– Но если послушать вас – чем будут заниматься люди через сто лет? Хотя бы мы, женщины? Прясть, ткать, вышивать, вязать не будет нужды – разве что раз в год изготовлять набедренные повязки для своих домочадцев. Не станет швей, сапожников, ювелиров, придут в упадок ремесла и торговля, неужели все сделаются пейзанами? – перешла в наступление Александра.
– Об этом я пока не думал. Но о том, что тело освободится от ненужных покровов, а его красота и гармоничность станут предметом гордости, я думал много. И здесь я не одинок – еще Гельвеций писал, что человек есть произведение природы и не может от нее освободиться, а в природе красиво все, что означает телесное здоровье…
Тут Александра осознала комизм ситуации – она стоит с почти голым мужчиной, и он рассуждает о Руссо, Гельвеции и, чего доброго, доберется до Платона с Аристотелем. А меж тем солнце и ветер сушат его волосы, они закручиваются колечками, и становится ясно, что они – русые с легким золотистым отливом. Глаза же у капитана темные, видимо, карие, не понять – глубоко посажены, а лоб – высокий, широкий, открытый… Красавцем не назвать, черты лица грубоваты, нос мог бы быть и потоньше… но взгляд, взгляд…

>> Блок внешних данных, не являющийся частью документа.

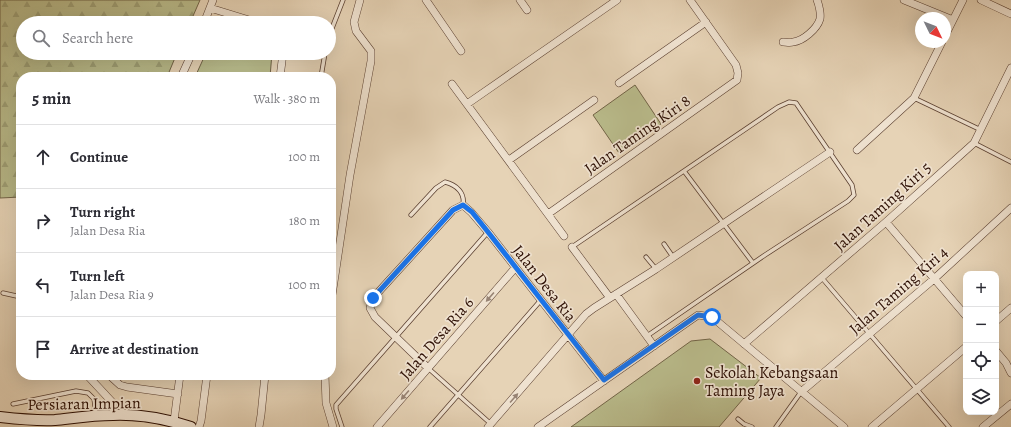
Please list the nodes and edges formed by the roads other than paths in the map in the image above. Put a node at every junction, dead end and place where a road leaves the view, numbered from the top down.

– Жаль, я не доживу до того времени, когда дамы освободятся от шнурованья, – вздохнула Александра.
– Вам, чтобы искупаться и снова одеться, непременно нужна горничная, – согласился моряк. – Но сейчас такая жара, что можно купаться и ночью. Вы могли бы прийти сюда без этих доспехов…
– А вы бы ждали меня здесь в набедренной повязке?
– Знаете девиз аглицкого ордена Подвязки? – спросил он.
– Знаю – «да будет стыдно тому, кто дурно о сем подумает».
– Ну вот – я готов поучить вас нырять, сударыня, и только. Со мной вы в безопасности.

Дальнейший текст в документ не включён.